"You shall know the truth, and the truth shall make you odd." ~Flannery O'Connor

Sunday, February 18, 2007

The objectivity of love


Like good poetry, the proverb "love is blind" is creatively ambiguous. Limerence, which only the young and foolish believe to be love, can make people quite remarkably blind; but the proverb ordinarily means that those who love each other tend to discount the depth of each other's flaws. For many people, marriage and especially parenthood cure that. The daily demands and gritty realities of family life dissipate the erotic haze in which most people marry and, by calling for sacrifice, expose and test their true character. Such is the objectivity that explains why the real work of love so often begins with falling out of love. Of course sound marriages—there are still some left—will integrate passion with sacrifice . And it helps that babies, our own flesh and blood, are cute. But all that is still, quite recognizably, natural.

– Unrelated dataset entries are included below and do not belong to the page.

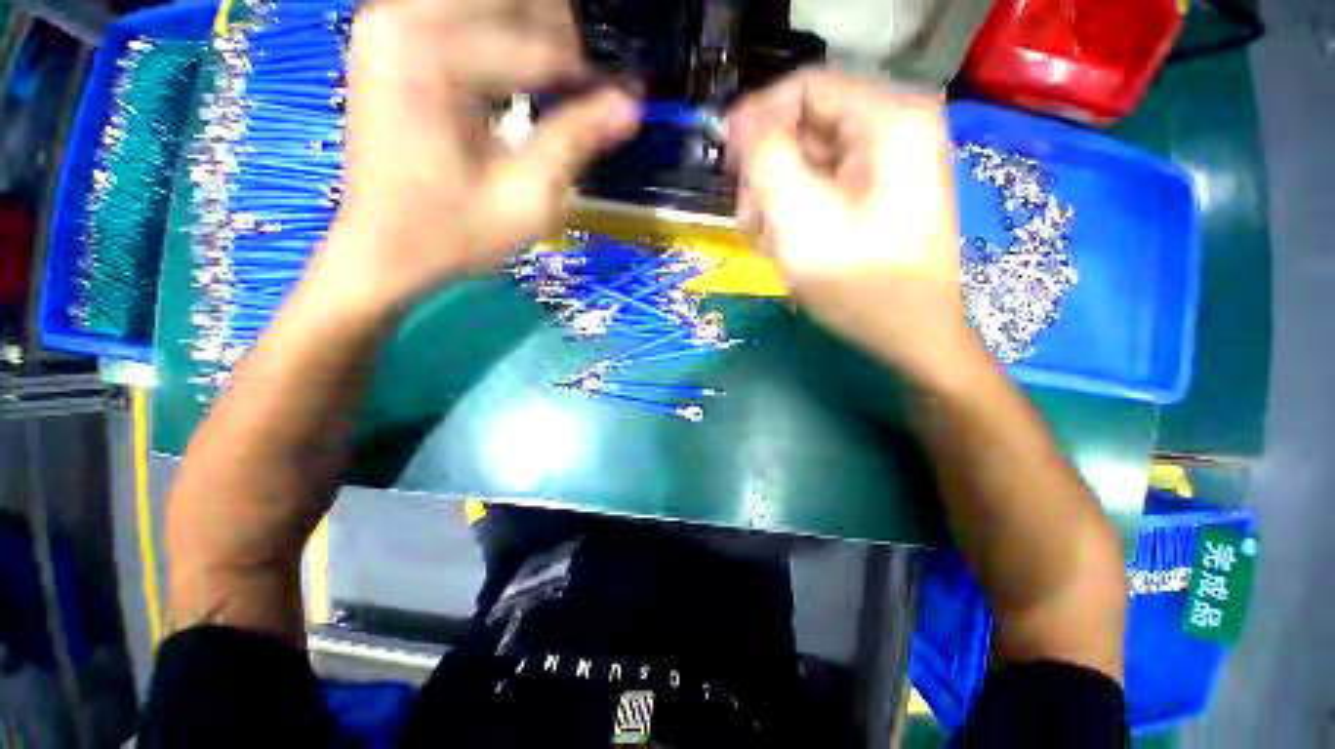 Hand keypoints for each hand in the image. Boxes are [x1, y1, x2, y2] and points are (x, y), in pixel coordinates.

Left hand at [313, 0, 640, 313]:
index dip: (585, 77)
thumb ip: (575, 141)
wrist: (386, 249)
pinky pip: (461, 15)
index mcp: (429, 54)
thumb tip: (628, 106)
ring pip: (486, 1)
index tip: (618, 103)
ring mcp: (390, 23)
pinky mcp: (392, 39)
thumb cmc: (454, 234)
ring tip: (554, 83)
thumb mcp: (527, 198)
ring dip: (531, 32)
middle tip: (580, 87)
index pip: (534, 43)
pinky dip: (501, 36)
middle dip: (556, 34)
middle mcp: (400, 18)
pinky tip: (516, 77)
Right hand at [727, 68, 973, 381]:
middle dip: (767, 172)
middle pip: (806, 126)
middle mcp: (894, 129)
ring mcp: (889, 164)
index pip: (804, 88)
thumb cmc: (857, 279)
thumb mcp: (799, 215)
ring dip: (777, 197)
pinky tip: (788, 244)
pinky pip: (824, 187)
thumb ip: (765, 156)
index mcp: (888, 118)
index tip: (726, 165)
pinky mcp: (879, 195)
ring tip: (767, 241)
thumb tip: (743, 122)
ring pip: (810, 161)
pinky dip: (797, 211)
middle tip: (748, 220)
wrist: (909, 334)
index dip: (756, 120) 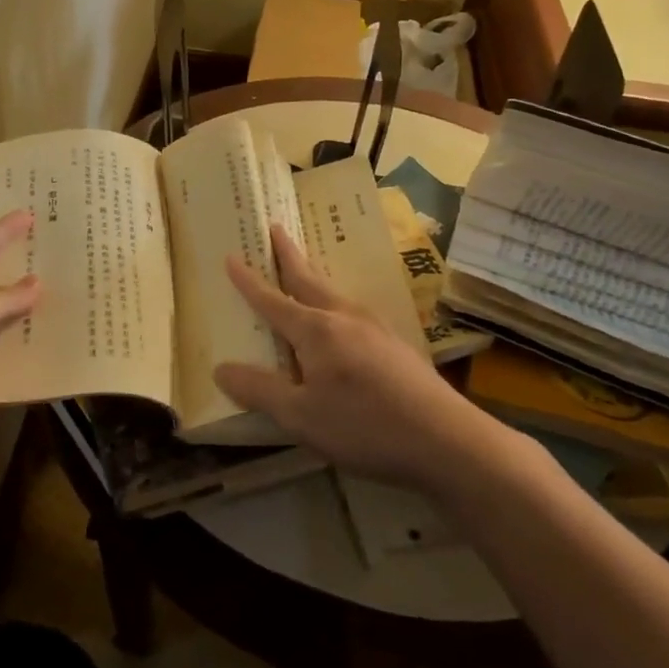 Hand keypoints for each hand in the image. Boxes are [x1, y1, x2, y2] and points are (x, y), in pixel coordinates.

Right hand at [215, 226, 493, 487]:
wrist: (447, 439)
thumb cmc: (364, 425)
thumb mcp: (301, 416)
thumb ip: (260, 390)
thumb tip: (221, 368)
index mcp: (316, 330)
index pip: (272, 300)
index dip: (248, 282)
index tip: (231, 256)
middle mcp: (344, 318)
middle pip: (308, 279)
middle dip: (288, 255)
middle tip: (276, 228)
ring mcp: (374, 328)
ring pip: (334, 294)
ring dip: (313, 277)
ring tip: (303, 272)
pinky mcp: (395, 345)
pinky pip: (353, 313)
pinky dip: (334, 303)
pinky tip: (341, 320) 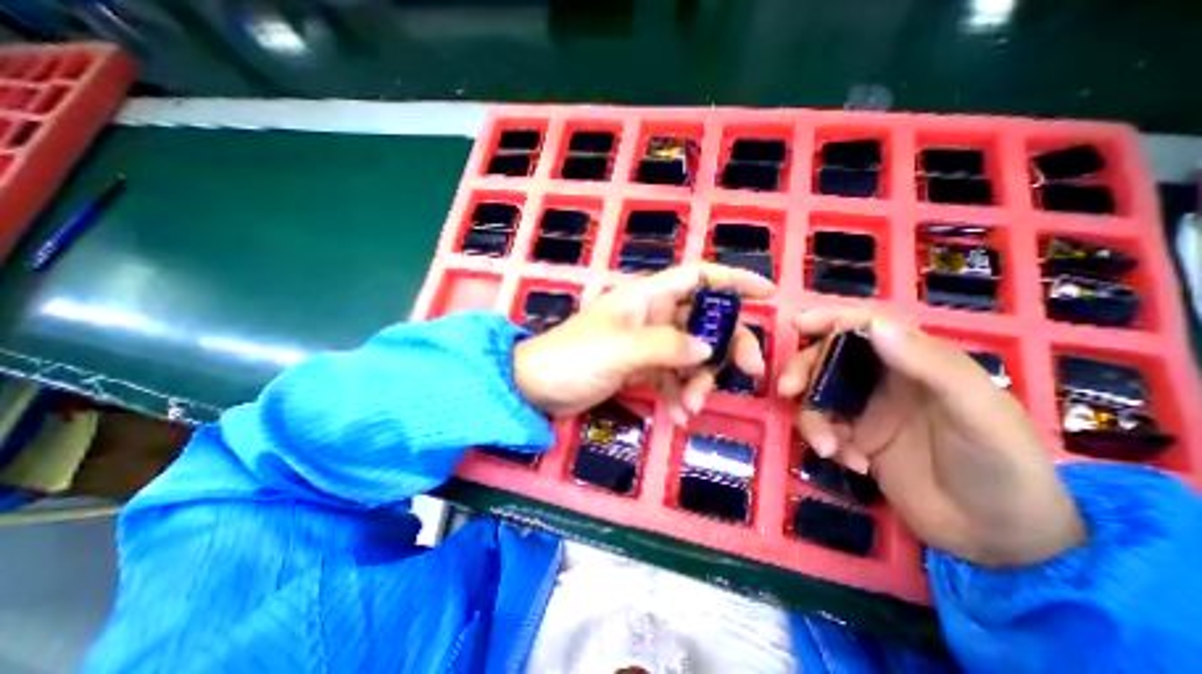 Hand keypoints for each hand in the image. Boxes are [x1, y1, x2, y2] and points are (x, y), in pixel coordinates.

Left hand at [511, 264, 775, 419]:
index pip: (697, 277)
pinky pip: (672, 377)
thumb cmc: (572, 358)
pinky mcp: (640, 368)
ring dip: (699, 380)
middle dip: (727, 346)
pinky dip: (679, 394)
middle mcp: (651, 316)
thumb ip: (666, 347)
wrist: (537, 388)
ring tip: (692, 407)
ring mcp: (647, 343)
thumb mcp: (621, 350)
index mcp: (646, 298)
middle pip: (704, 321)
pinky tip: (678, 415)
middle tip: (748, 373)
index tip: (767, 295)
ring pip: (691, 355)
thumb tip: (709, 348)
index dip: (733, 280)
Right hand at [781, 305, 1091, 568]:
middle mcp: (885, 379)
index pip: (867, 325)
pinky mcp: (855, 437)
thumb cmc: (1001, 466)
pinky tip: (852, 464)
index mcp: (917, 360)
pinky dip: (825, 441)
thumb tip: (873, 327)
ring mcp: (866, 409)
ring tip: (828, 448)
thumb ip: (930, 365)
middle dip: (803, 370)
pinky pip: (822, 426)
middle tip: (788, 390)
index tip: (797, 324)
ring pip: (817, 394)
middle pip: (828, 358)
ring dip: (813, 417)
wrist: (1000, 539)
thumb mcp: (976, 412)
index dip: (830, 318) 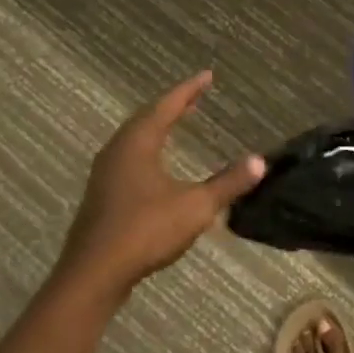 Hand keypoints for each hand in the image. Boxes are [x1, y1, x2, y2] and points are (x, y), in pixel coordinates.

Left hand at [54, 71, 265, 306]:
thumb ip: (227, 183)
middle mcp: (117, 151)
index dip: (189, 90)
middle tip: (195, 96)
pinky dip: (149, 147)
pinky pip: (129, 157)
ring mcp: (105, 174)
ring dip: (157, 126)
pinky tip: (157, 162)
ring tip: (177, 121)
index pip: (166, 106)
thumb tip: (260, 161)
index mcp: (138, 144)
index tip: (207, 75)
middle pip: (146, 118)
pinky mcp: (102, 196)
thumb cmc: (145, 231)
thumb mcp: (195, 207)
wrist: (93, 276)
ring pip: (134, 138)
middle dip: (173, 105) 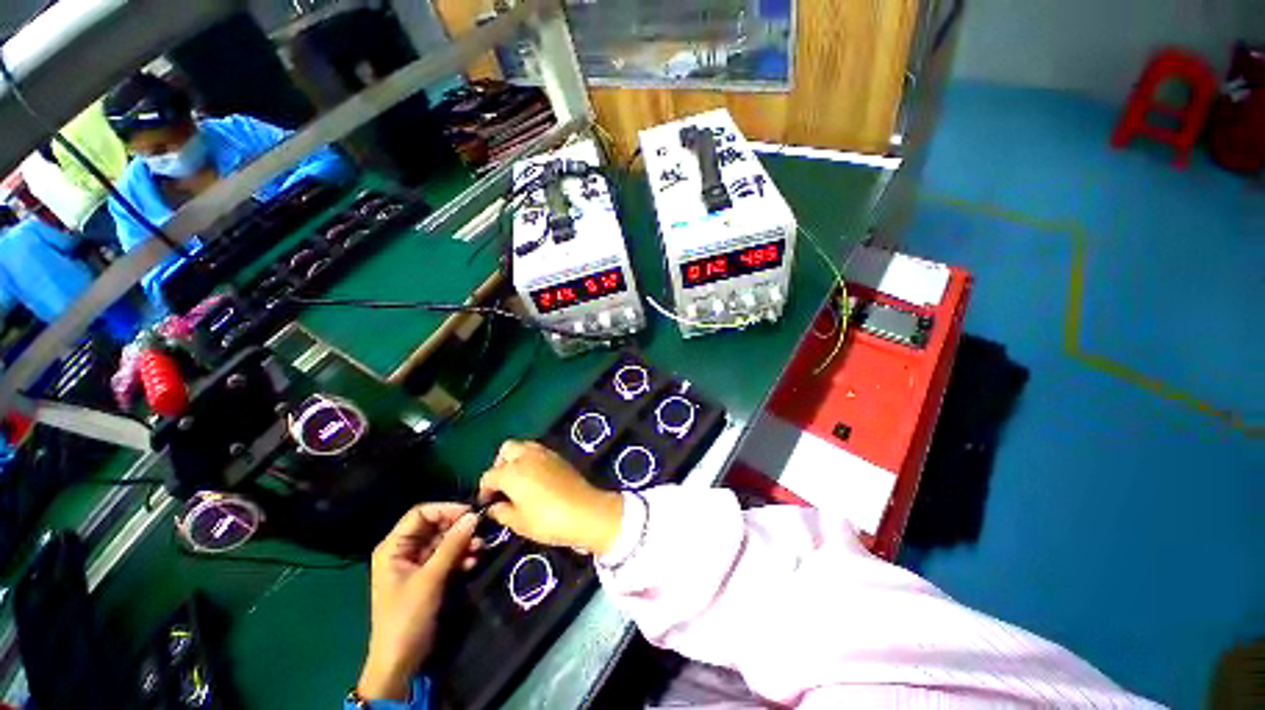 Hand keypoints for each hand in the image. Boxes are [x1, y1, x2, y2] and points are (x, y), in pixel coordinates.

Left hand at [358, 504, 479, 701]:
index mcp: (393, 547)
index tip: (471, 514)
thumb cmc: (407, 617)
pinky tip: (472, 562)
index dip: (446, 510)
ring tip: (480, 549)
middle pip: (435, 526)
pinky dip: (460, 556)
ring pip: (443, 541)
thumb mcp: (430, 579)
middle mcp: (404, 550)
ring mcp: (416, 564)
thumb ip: (452, 545)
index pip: (421, 514)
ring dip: (462, 543)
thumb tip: (473, 516)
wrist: (400, 660)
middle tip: (480, 532)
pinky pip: (447, 556)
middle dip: (458, 528)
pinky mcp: (428, 576)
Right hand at [479, 440, 623, 555]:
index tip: (487, 503)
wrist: (586, 511)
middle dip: (500, 464)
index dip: (485, 490)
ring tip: (518, 480)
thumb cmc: (548, 520)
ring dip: (516, 459)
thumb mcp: (519, 523)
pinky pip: (538, 451)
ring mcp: (545, 453)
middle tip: (502, 484)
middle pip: (506, 449)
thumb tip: (494, 507)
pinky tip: (535, 478)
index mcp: (512, 472)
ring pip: (523, 446)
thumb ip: (502, 512)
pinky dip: (531, 459)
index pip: (490, 475)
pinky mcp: (559, 456)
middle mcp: (527, 456) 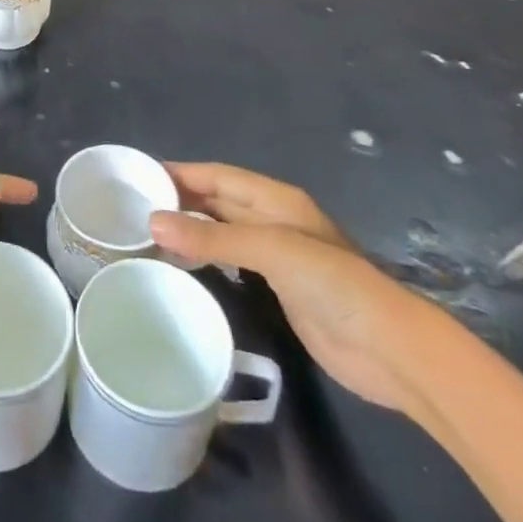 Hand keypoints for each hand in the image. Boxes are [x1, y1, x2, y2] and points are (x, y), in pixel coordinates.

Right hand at [149, 162, 438, 412]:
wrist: (388, 349)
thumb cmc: (332, 283)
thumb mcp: (271, 250)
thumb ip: (213, 237)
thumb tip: (153, 222)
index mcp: (276, 199)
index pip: (218, 176)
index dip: (181, 172)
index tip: (139, 174)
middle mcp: (274, 220)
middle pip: (220, 200)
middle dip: (181, 198)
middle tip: (134, 204)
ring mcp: (278, 256)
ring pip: (224, 230)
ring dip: (191, 228)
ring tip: (148, 231)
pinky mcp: (280, 289)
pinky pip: (232, 262)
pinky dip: (206, 257)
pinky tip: (183, 264) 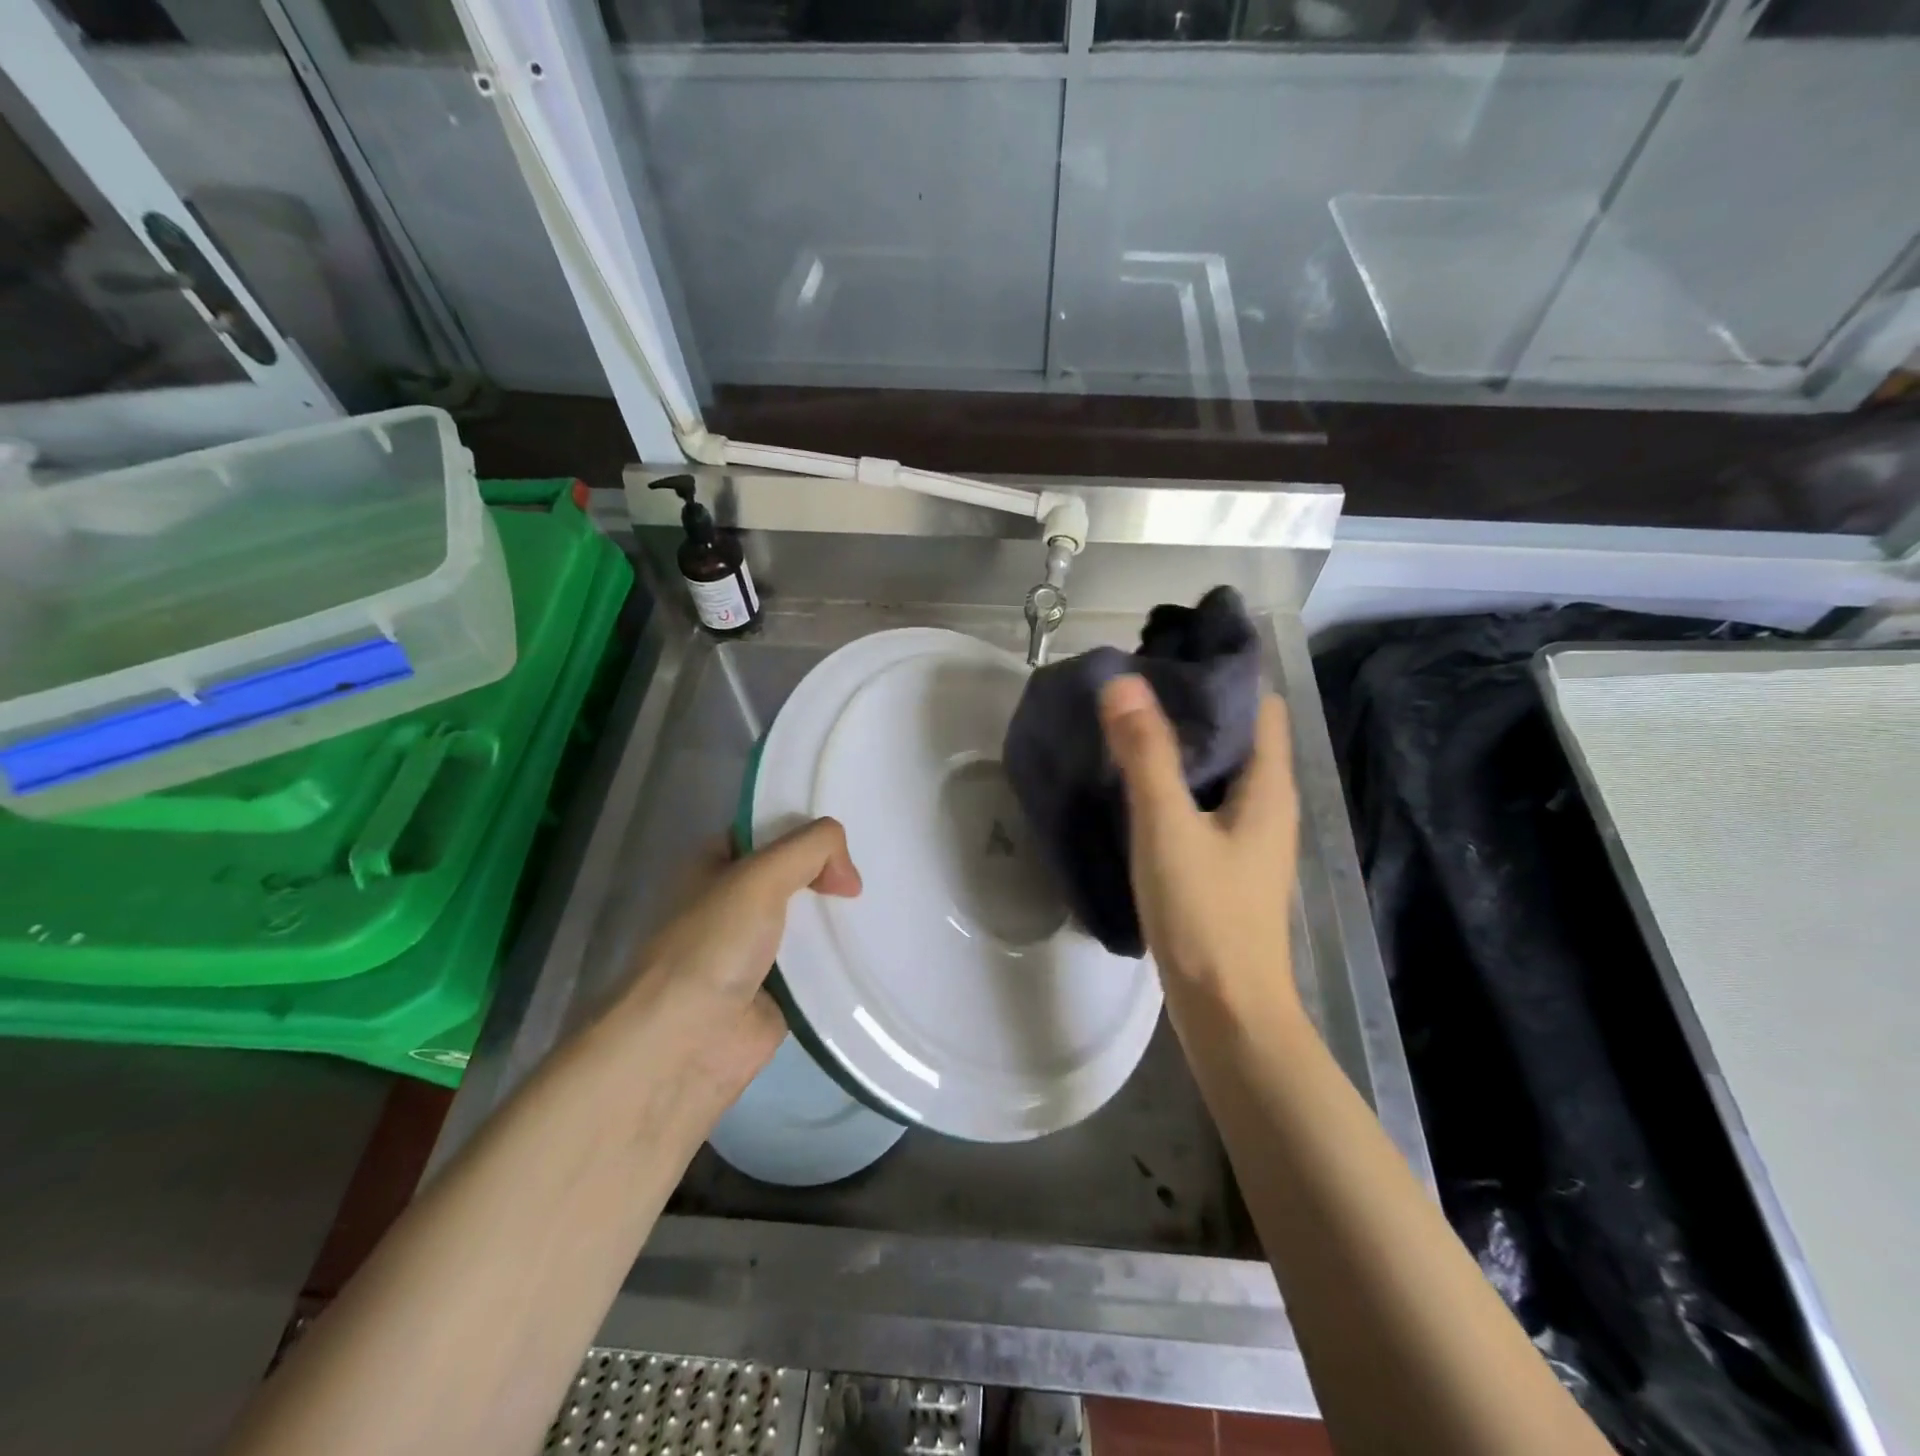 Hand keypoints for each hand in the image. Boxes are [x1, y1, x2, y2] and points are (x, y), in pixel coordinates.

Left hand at [602, 817, 862, 1123]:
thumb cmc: (713, 945)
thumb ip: (812, 849)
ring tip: (888, 903)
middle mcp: (734, 900)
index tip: (849, 835)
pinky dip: (843, 955)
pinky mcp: (780, 988)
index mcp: (715, 864)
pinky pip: (820, 961)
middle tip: (876, 869)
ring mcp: (757, 946)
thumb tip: (848, 877)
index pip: (770, 830)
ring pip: (811, 917)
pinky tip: (878, 944)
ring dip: (841, 915)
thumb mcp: (760, 875)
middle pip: (797, 873)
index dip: (807, 829)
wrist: (686, 1043)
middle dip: (832, 872)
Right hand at [1098, 674, 1300, 1023]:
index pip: (1257, 704)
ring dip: (1181, 745)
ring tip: (1128, 722)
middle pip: (1236, 734)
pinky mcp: (1224, 863)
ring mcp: (1247, 837)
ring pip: (1217, 771)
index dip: (1222, 672)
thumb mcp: (1169, 827)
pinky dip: (1174, 783)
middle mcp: (1266, 804)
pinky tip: (1135, 785)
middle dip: (1193, 705)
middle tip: (1135, 682)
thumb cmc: (1205, 914)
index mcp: (1267, 786)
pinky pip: (1202, 803)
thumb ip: (1146, 754)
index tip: (1170, 652)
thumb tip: (1123, 682)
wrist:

Today's readings at Mass remind us that the greatest love is unmistakably supernatural, and thus all the more objective in both its perspective and its scope.

David did not kill King Saul when he could easily have done so, even though Saul had been trying to kill him. For he asked, rhetorically, "who can lay hands on the LORD’s anointed and remain unpunished?” Here we see the primitive reverence for "the other" based on the "fear of the Lord," which is the "beginning of wisdom." But that is only the beginning. Jesus takes things a step beyond that:

Do to others as you would have them do to you. For if you love those who love you,what credit is that to you? Even sinners love those who love them.And if you do good to those who do good to you,what credit is that to you? Even sinners do the same.I f you lend money to those from whom you expect repayment,what credit is that to you? Even sinners lend to sinners,and get back the same amount.

But rather, love your enemies and do good to them, and lend expecting nothing back; then your reward will be great and you will be children of the Most High, for he himself is kind to the ungrateful and the wicked. Be merciful, just as your Father is merciful.

Thus we are not merely to treat others fairly because we fear a just God; we are to treat others mercifully because we are called to be children of a merciful God. And God's mercy is utterly objective. It is on offer to all; it heals if we accept it, which starts with acknowledging our need for it; and in lawlike fashion, it remains with us if, having accepted it for ourselves, we show it to others. Of course the others don't deserve it. Neither do we. If we or they deserved it, it would not be mercy.

For many reasons, the mercy of which Jesus speaks has never been popular and seems less so than ever today. Indeed, the objectivity it requires is impossible for us on the natural level. We want justice, which we think of as objective and impartial; we nurse grudges and look for a chance to "get even" unless or until we get justice, or what we think of as justice. But of course, any kind of human justice is at best an imperfect facsimile thereof, and often isn't justice at all. We blame others and excuse ourselves too readily; when we blame, even when blaming ourselves, we are slow to forgive; even when we forgive, we are slow to forget. Ultimately, such attitudes are not true to reality and thus not objective. For this life is not about what we think of as justice; remember all the innocent who suffer and all the wicked who prosper. No, this life is about salvation, which is the mercy that transforms. The justice God will show to the wicked is what they do to themselves by neither accepting nor showing mercy. That will be manifest to all on the Last Day.

But what is this mercy which most of us want for ourselves and are called upon to show others? When Jesus says "Judge not, lest you be judged," does that mean we are to pretend that evil is not, objectively and undeniably, evil? So it is often thought in today's dictatorship of relativism, when being "judgmental" is one of the worse social faux pas one can commit—unless those being judged are the stock "oppressors" of a duly accredited group of victims, in which case failure to judge is one of the worst social faux pas one can commit. But Jesus' meaning is both sterner and gentler than that.

It is generally acknowledged among Christians that we are not to make any definitive judgment of a person's culpability for their sins. It is even grudgingly acknowledged that we must always be eager to forgive. And that's part of what Jesus means. What is not generally accepted, or realized, is how hard it is to be merciful despite such acknowledgements. In my observation, problems persist between people mostly because of unforgiveness. We say to ourselves: "He's done it before. If you cut him any slack, he'll do it again. And again." People being what they are, he probably will—at least for a time. So we seek to protect ourselves and our loved ones: we either don't forgive at all or, if we forgive after a fashion by letting go of the deadly sin of anger, will maintain a cool distance that precludes real reconciliation. But Jesus makes clear that, if that's how we treat others, that's how God will treat us. And we don't want that, of course: we want mercy for ourselves and justice for others. In other words, self-protection. But that is not objectivity; it is not the kind of love we are shown and are called to show; in the final analysis, it doesn't even protect us. What it's after cannot be had and can only be sought counterproductively.

To love God and each other as we are loved by God, which is our vocation, requires that objectivity which can only come when we turn a statement of St. Paul's into a prayer: "Let it not be I who live, but you who live in me." To the extent we pray that sincerely, the prayer will be answered. That in turn will bring us, inexorably, a joy which we otherwise become too cynical to expect.